Published in final edited form as: Nature. 2017 May 17;545(7655):477–481. doi: 10.1038/nature22350

Extended Data Figure 8. Identification of genetic markers for GABAPOA→TMN neurons using TRAP and single-cell RNA-seq, and overlap between each identified marker and GAD and between the markers in the POA.

Extended Data Figure 8

a, TRAP, shown is bioanalyzer trace of immunoprecipitated RNA. FU, fluorescence units. b, Histogram display of differentially expressed genes (IP/input). c, FPKM (fragments per kilobase of transcript per million mapped reads) IP vs. FPKM input (log scale). Several marker genes enriched in GABAPOA→TMN neurons (Cck, Crh, Slc32a1, Rpl10a) are highlighted.
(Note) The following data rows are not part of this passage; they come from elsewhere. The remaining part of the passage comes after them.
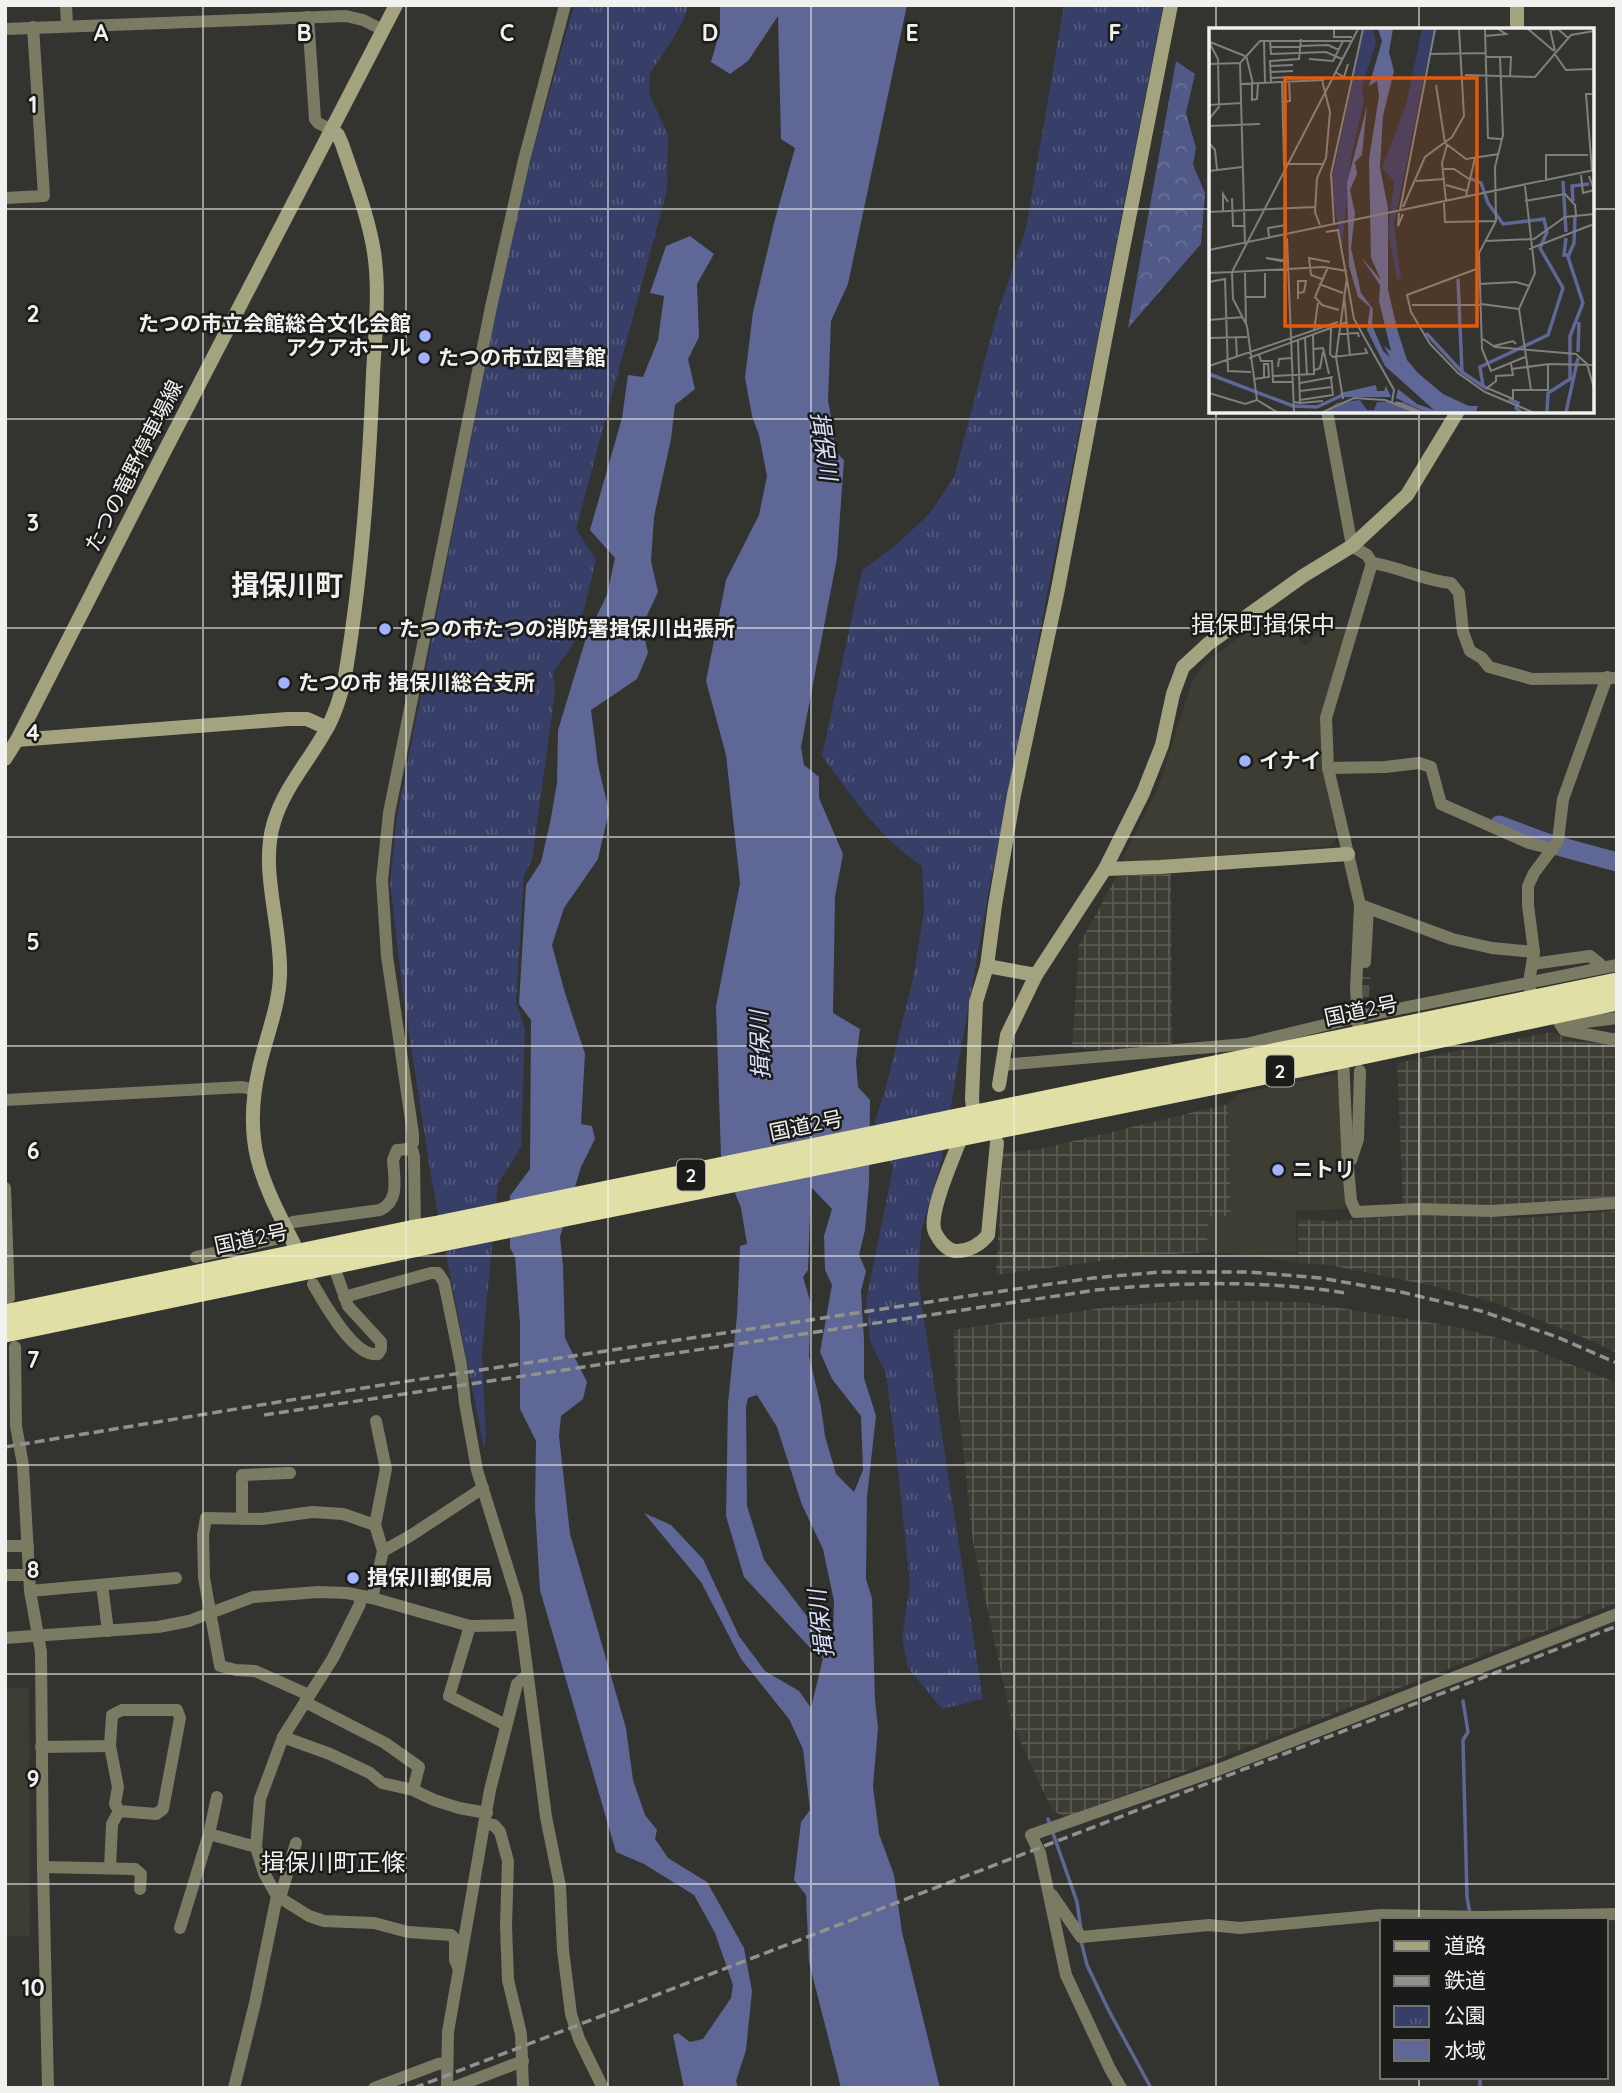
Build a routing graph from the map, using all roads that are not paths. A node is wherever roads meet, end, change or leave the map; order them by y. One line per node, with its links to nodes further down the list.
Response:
1 (66, 5): 7 (street)
2 (396, 5): 11 (street, たつの竜野停車場線)
3 (565, 5): 48 (street)
4 (1171, 5): 30 (street)
5 (1517, 5): 9 (street)
6 (308, 18): 7 (street); 11 (street); 12 (street)
7 (67, 25): 8 (street)
8 (33, 27): 10 (street); 13 (street)
9 (1517, 28)
10 (5, 29)
11 (383, 30): 12 (street, たつの竜野停車場線)
12 (332, 130): 19 (street); 20 (street, たつの竜野停車場線)
13 (5, 198)
14 (1327, 413): 16 (street)
15 (1457, 413): 16 (street)
16 (1352, 546): 17 (street); 25 (street)
17 (1372, 563): 18 (street); 22 (street)
18 (1612, 678): 23 (street)
19 (327, 728): 20 (street); 43 (street)
20 (11, 737): 21 (street, たつの竜野停車場線)
21 (5, 759)
22 (1328, 768): 23 (street); 24 (street)
23 (1553, 849): 27 (street)
24 (1348, 854): 25 (street); 26 (street)
25 (1105, 869): 31 (street)
26 (1364, 906): 27 (street); 32 (street); 38 (street)
27 (1533, 958): 28 (street); 34 (street)
28 (1600, 964)
29 (1617, 964): 34 (street)
30 (987, 966): 31 (street); 45 (street)
31 (1036, 975): 40 (street)
32 (1364, 977)
33 (1617, 983): 34 (highway, 国道2号 / 2)
34 (1531, 991): 38 (highway, 国道2号 / 2)
35 (1617, 999): 36 (highway, 国道2号 / 2)
36 (1557, 1018): 37 (street); 39 (street); 41 (highway, 国道2号 / 2)
37 (1617, 1018)
38 (1358, 1027): 40 (street); 45 (highway, 国道2号 / 2)
39 (1617, 1039)
40 (1002, 1065): 42 (street)
41 (1352, 1065): 46 (highway, 国道2号 / 2); 49 (street); 49 (street)
42 (999, 1085)
43 (254, 1090): 44 (street); 53 (street)
44 (5, 1100)
45 (974, 1117): 46 (highway, 国道2号 / 2)
46 (949, 1132): 47 (street); 54 (highway, 国道2号 / 2)
47 (997, 1143)
48 (409, 1149): 52 (street); 53 (street)
49 (1348, 1167): 51 (street)
50 (5, 1188): 55 (street)
51 (1617, 1203)
52 (415, 1230): 54 (highway, 国道2号 / 2); 60 (highway, 国道2号 / 2)
53 (289, 1234): 56 (street)
54 (440, 1234): 57 (highway, 国道2号 / 2)
55 (6, 1239): 60 (street)
56 (196, 1257)
57 (333, 1264): 59 (street); 61 (highway, 国道2号 / 2)
58 (313, 1284): 59 (street)
59 (344, 1297): 64 (street)
60 (7, 1306)
61 (10, 1339): 68 (street)
62 (376, 1421): 66 (street)
63 (290, 1474): 65 (street)
64 (483, 1488): 69 (street); 78 (street)
65 (242, 1519): 66 (street); 76 (street)
66 (375, 1525): 69 (street)
67 (5, 1546): 68 (street)
68 (28, 1546): 71 (street)
69 (383, 1551): 75 (street)
70 (5, 1575): 71 (street)
71 (30, 1575): 74 (street)
72 (176, 1578): 73 (street)
73 (102, 1585): 74 (street); 80 (street)
74 (30, 1591): 81 (street)
75 (367, 1597): 76 (street); 79 (street); 84 (street)
76 (211, 1614): 80 (street); 84 (street)
77 (1617, 1614): 99 (street)
78 (521, 1625): 79 (street); 83 (street)
79 (470, 1626): 85 (street)
80 (108, 1631): 81 (street)
81 (39, 1637): 82 (street); 88 (street)
82 (5, 1638)
83 (527, 1675): 85 (street); 111 (street)
84 (307, 1698): 86 (street); 89 (street)
85 (506, 1724): 92 (street)
86 (283, 1738): 89 (street); 95 (street)
87 (110, 1746): 88 (street); 91 (street); 91 (street)
88 (41, 1747): 96 (street)
89 (413, 1790): 92 (street)
90 (217, 1797): 93 (street)
91 (119, 1811): 97 (street)
92 (486, 1819): 103 (street); 104 (street)
93 (209, 1834): 95 (street); 102 (street)
94 (296, 1843): 100 (street)
95 (256, 1847): 100 (street)
96 (43, 1867): 97 (street); 106 (street)
97 (110, 1868): 98 (street)
98 (140, 1889)
99 (1048, 1889): 101 (street); 112 (street)
100 (278, 1897): 103 (street); 107 (street)
101 (1617, 1914)
102 (180, 1928)
103 (458, 1969): 105 (street)
104 (523, 2061): 109 (street); 110 (street)
105 (446, 2063): 108 (street); 109 (street)
106 (48, 2088)
107 (234, 2088)
108 (374, 2088)
109 (449, 2088)
110 (523, 2088)
111 (603, 2088)
112 (1121, 2088)

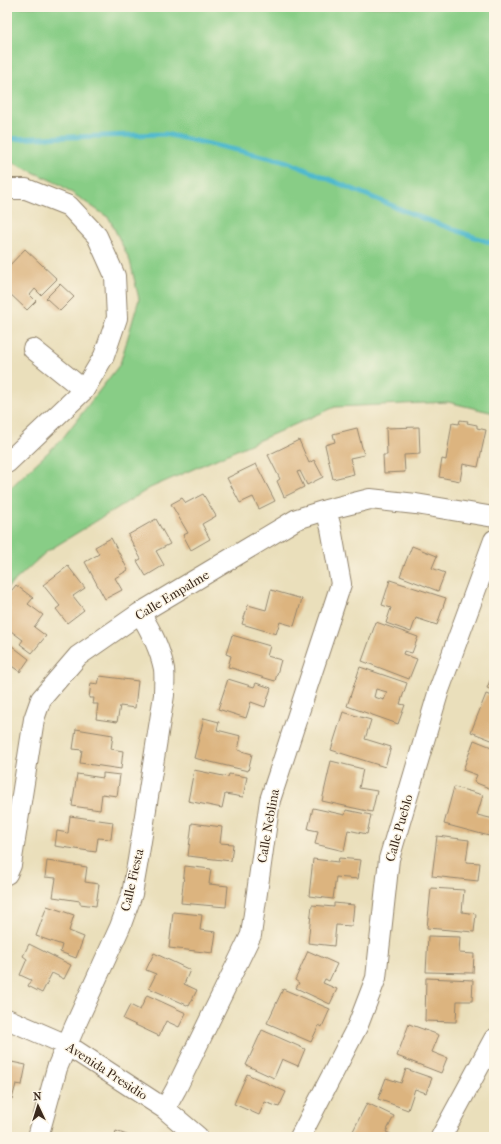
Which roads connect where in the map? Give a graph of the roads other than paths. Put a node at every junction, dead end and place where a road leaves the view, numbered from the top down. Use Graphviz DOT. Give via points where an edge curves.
graph roads {
  1 [pos="7,189"];
  2 [pos="32,350"];
  3 [pos="84,390"];
  4 [pos="7,463"];
  5 [pos="326,510"];
  6 [pos="494,517"];
  7 [pos="494,540"];
  8 [pos="140,613"];
  9 [pos="7,874"];
  10 [pos="7,1019"];
  11 [pos="494,1039"];
  12 [pos="67,1045"];
  13 [pos="165,1109"];
  14 [pos="38,1137"];
  15 [pos="198,1137"];
  16 [pos="300,1137"];
  17 [pos="441,1137"];
  1 -- 3 [label="street" via="26,190 68,206 97,236 114,276 117,318 104,356"];
  2 -- 3 [label="street"];
  3 -- 4 [label="street"];
  5 -- 6 [label="street, Calle Empalme" via="370,499"];
  5 -- 8 [label="street, Calle Empalme" via="298,519"];
  5 -- 13 [label="street, Calle Neblina" via="341,584 270,800 251,935"];
  7 -- 16 [label="street, Calle Pueblo" via="440,690 389,859 376,978 358,1025"];
  8 -- 9 [label="street, Calle Empalme" via="78,656 41,699 34,719 11,865"];
  8 -- 12 [label="street, Calle Fiesta" via="159,648 164,670 164,694 138,860 132,894 120,927"];
  10 -- 12 [label="street, Avenida Presidio"];
  11 -- 17 [label="street"];
  12 -- 13 [label="street, Avenida Presidio"];
  12 -- 14 [label="street, Calle Fiesta" via="57,1068"];
  13 -- 15 [label="street, Avenida Presidio"];
}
Red dots, genes that are significantly different in IP vs. input (P<0.05, Fisher’s exact test); blue dots, non-significant genes. d, Single-cell RNA-seq, shown is heat map of expression levels of several cell-type markers (e.g., Gad1, Gad2, Slc32a1, Slc17a6, and Chat) and all neuropeptide-encoding genes (based on the list of ref. 43 plus Gal) in cholinergic neurons in the nucleus basalis and eYFP-labeled GABAPOA→TMN neurons in the POA. Tac1 and Pdyn are highly expressed in GABAPOA→TMN neurons. RPKM, reads per kilobase of transcript per million mapped reads. e–h, Overlap between each identified marker and GAD. A representative image showing overlap between CCK-ChR2-eYFP (e), CRH-eYFP (f), TAC1-eYFP (g), DYN-ChR2-eYFP (h) and FISH for mRNA encoding GAD1/2. Arrowheads indicate cells co-labeled with GAD1/2 probe and eYFP. Mouse brain figure adapted with permission from ref. 31. i–k, Overlap between the markers. A representative image showing overlap between CCK and CRH (i), CRH and TAC1 (j) or CCK and TAC1 (k) using double FISH for both peptides. Arrowheads indicate co-labeled cells. l, Percentage of cells expressing each peptide marker that are GAD1/2 positive (n=2 or 3 mice per marker). m, Quantification of overlap between CCK and CRH, TAC1 and CRH or TAC1 and CCK (n=3 mice per pair). Error bar, ±s.e.m.